Visualizing the invisible with unprecedented resolution

with Prof. Yasukazu Murakami

Yasukazu Murakami
Professor
Department of Applied Quantum Physics and Nuclear Engineering, Faculty of Engineering
Specialization
Materials science, electron microscopy

Many times stronger than the magnets many of us have on our white boards or refrigerators, high-performance permanent magnets are enabling efficient motors and generators in technologies such as electric cars and wind turbines to help society move away from fossil fuels and toward cleaner and renewable energy sources.

However, despite their name, permanent magnets can lose their magnetization at elevated temperatures. Thus, scientists are looking for any edge to make the magnets stronger and more resistant to thermal demagnetization in the pursuit of better efficiency for a sustainable society.

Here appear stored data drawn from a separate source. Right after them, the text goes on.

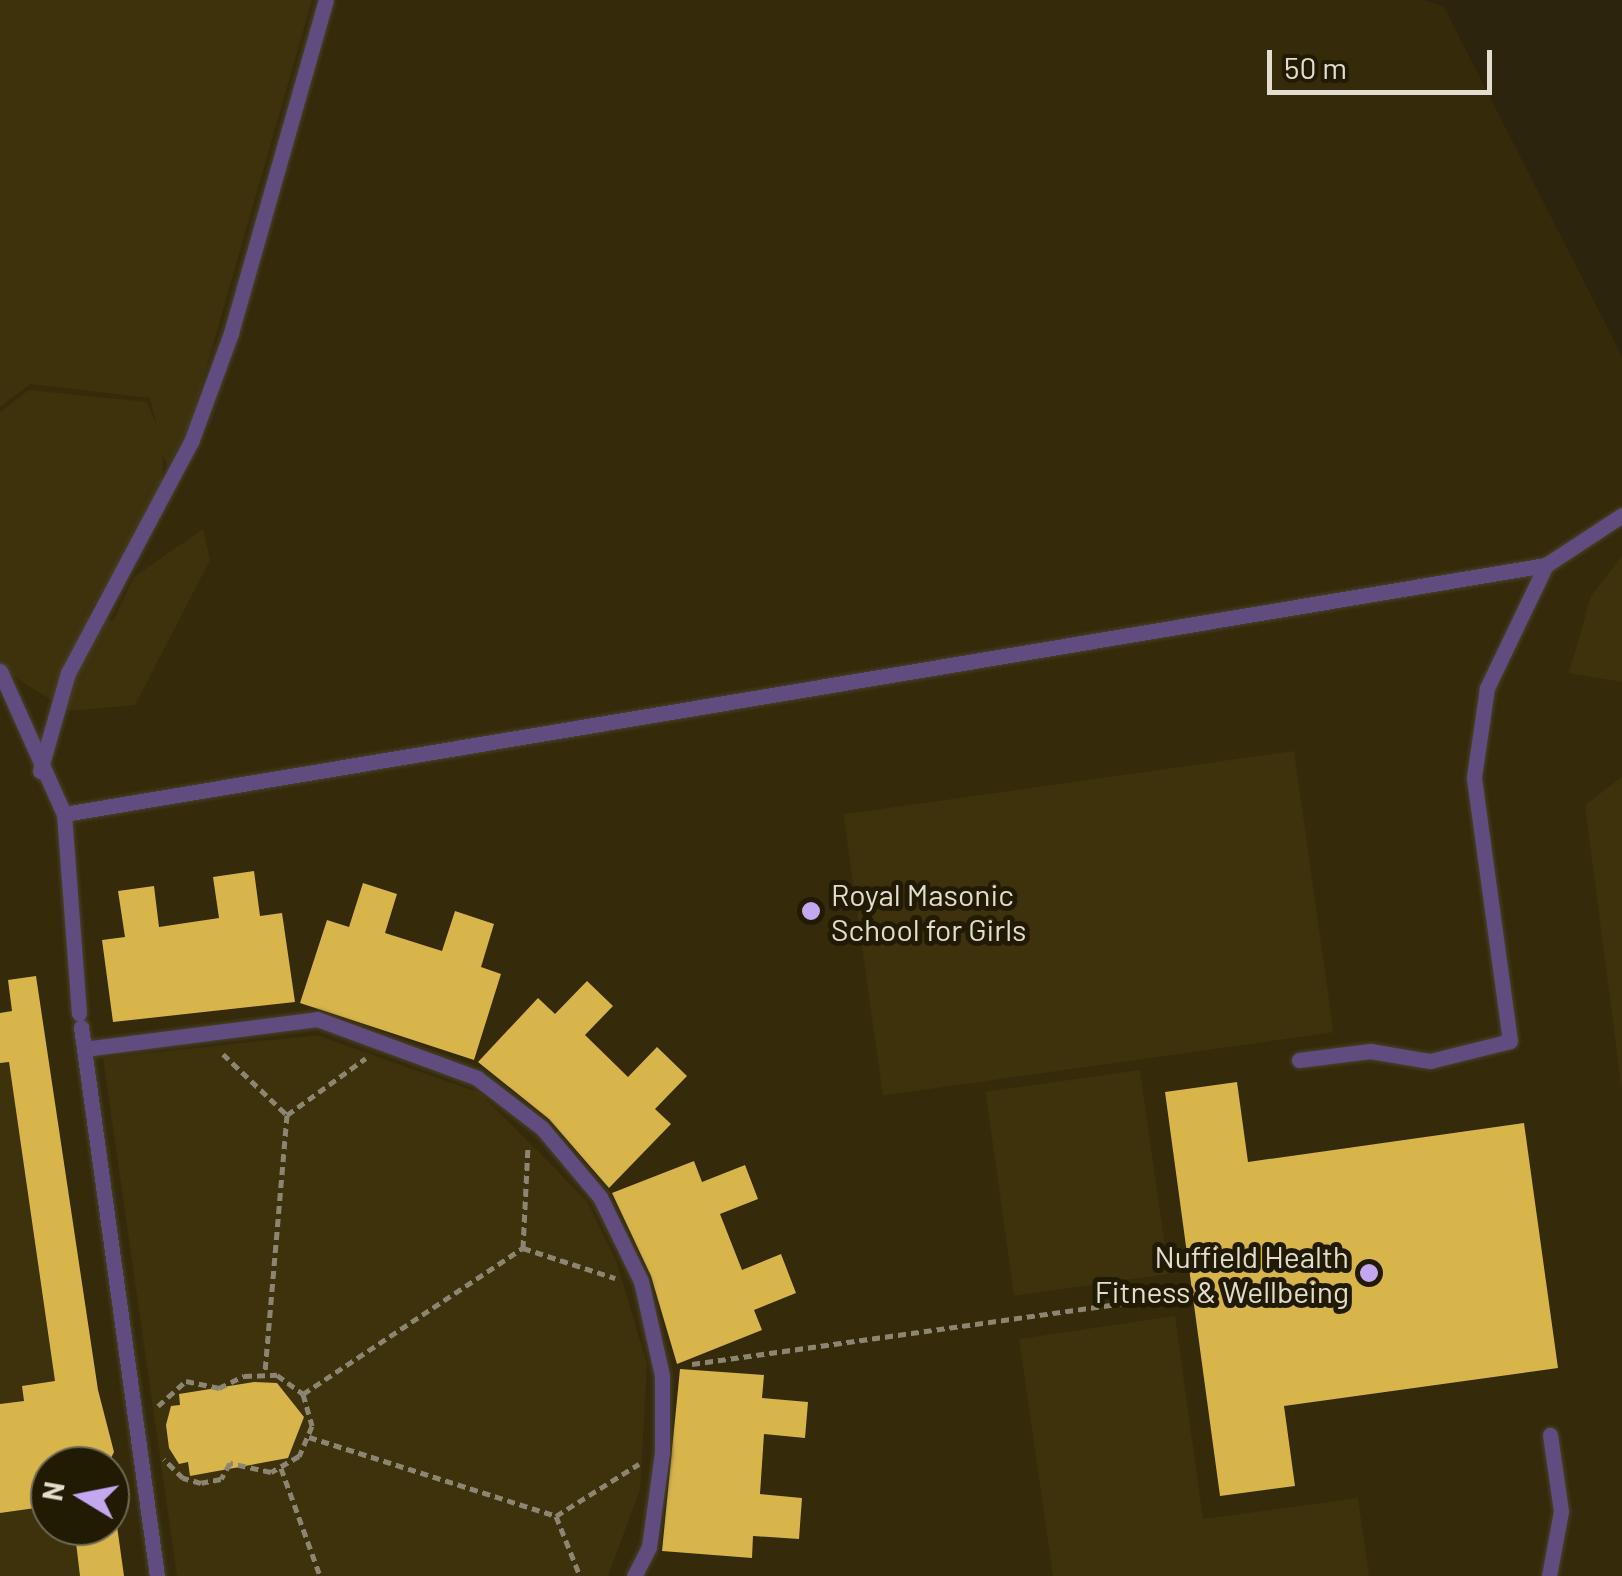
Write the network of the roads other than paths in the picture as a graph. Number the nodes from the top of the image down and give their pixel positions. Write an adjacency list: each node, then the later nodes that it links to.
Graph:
1 (326, 0): 5 (lane)
2 (1622, 515): 3 (lane)
3 (1546, 565): 6 (lane); 8 (lane)
4 (0, 671): 5 (lane)
5 (40, 772): 6 (lane)
6 (64, 814): 7 (lane)
7 (84, 1048): 10 (lane); 11 (lane)
8 (1299, 1060)
9 (1550, 1435): 12 (lane)
10 (156, 1576)
11 (634, 1576)
12 (1549, 1576)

Yasukazu Murakami, professor of Kyushu University’s Faculty of Engineering, is approaching this issue on the nanometer scale using the university’s extremely powerful electron microscopes. But instead of looking at just the physical structures of the magnetics, he is visualizing the magnetic fields themselves.

murakami-with-JEM-1300NEF
Prof Murakami with the JEM-1300NEF, High Voltage Electron Microscope. A high-voltage electron microscope equipped with an Omega-type electron spectrometer and SDD-type X-ray detector. This facility is capable of conducting state analysis, elemental composition analysis, 3-dimensional tomographic analysis, and conducting heating, cooling, and tensile experiments.

“While electron microscopes are known for producing high-resolution images that can allow us to observe the very arrangement of atoms in a material, the beam of electrons used to image samples is also influenced by magnetic and electric fields,” explains Murakami.

“Through electron holography, we can get information about these magnetic and electric fields by essentially comparing a beam of electrons affected by the fields with a reference beam that hasn’t undergone these effects.”

Murakami and his group have been working to improve the technique and observe the fields with pin-point precision in the highest resolution possible. Though permanent magnetics used in cars and wind turbines are by no means small, further improvements depend on understanding them at the tiniest level.

“Commonly used permanent magnetics may look like a continuous, single material to the human eye, but they are actually composed of tiny crystal grains. In addition to adjacent grains having different compositions and orientations, boundaries between grains are hot spots of variations that can affect overall performance,” says Murakami.

Until recently, grain boundaries were thought to have a composition that would make them non-magnetic, but recent work showed this not to be the case. Murakami and his group has been focusing their microscopes on these grain boundaries to measure the magnetism at these specific points and better understand how they contribute to demagnetization when operated at extremes.

Electron holography’s applications are not limited to just magnetism. The technique can also be used to probe electric fields—which are critical for everything from operation of electronic devices to the progress of chemical reactions—on microscope scales.

murakami-with-HF-3300X
Prof Murakami with the Holography Electron Microscope. The machine is a 300kV transmission electron microscope dedicated to the study of electron holography, a commonly used method to study electric and magnetic fields in thin films and nanoparticles.

Just last October, publishing in the journal Science, Murakami’s group and his collaborators were able to count the number of extra—or missing—charges down to a precision of just one electron in single platinum catalyst nanoparticles with diameters of only 10 nm, one-tenth the size of common viruses.

Differences of just a single electron can have a profound impact on how metal nanoparticle catalysts facilitate reactions such as the breakdown of greenhouse and other harmful gases into benign ones and the efficient production ammonia for fertilizers used in agriculture. Thus, this new level of understanding will aid in developing ways to achieve a sustainable future.

murakami-with-JEM-ARM300F2
Prof Murakami looking into the brand-new high-resolution electron microscope, JEM-ARM300F2. This new electron microscope provides observation at ultrahigh spatial resolution with highly sensitive analysis over wide ranges of accelerating voltages and temperatures. The device can collect images down to mere picometers. At the atomic level! It is held in a sophisticated enclosure that reduces even the smallest of air flow, temperature changes, or acoustic noise.

To make these observations possible, Murakami and his group are developing and applying new ways to push resolution to new limits, such as by using sophisticated optics for electrons interference, employing high-sensitivity camera, using machine learning to improve the accuracy of detecting particles for measurement, and utilizing new models to reduce noise in data.

Each step helps to unlock the fundamental workings behind various processes and phenomenon in more detail, potentially leading to breakthroughs in a wide range of fields.

“Microscopes have shown us cells and then atoms. Now, through the creativity of scientists, we are visualizing the invisible on extremely tiny scales, which allows us to understand physics on a new level and verify theories,” says Murakami. “Our continued efforts probing the microscale will help drive development of technologies for a variety of macroscale applications in our everyday lives.”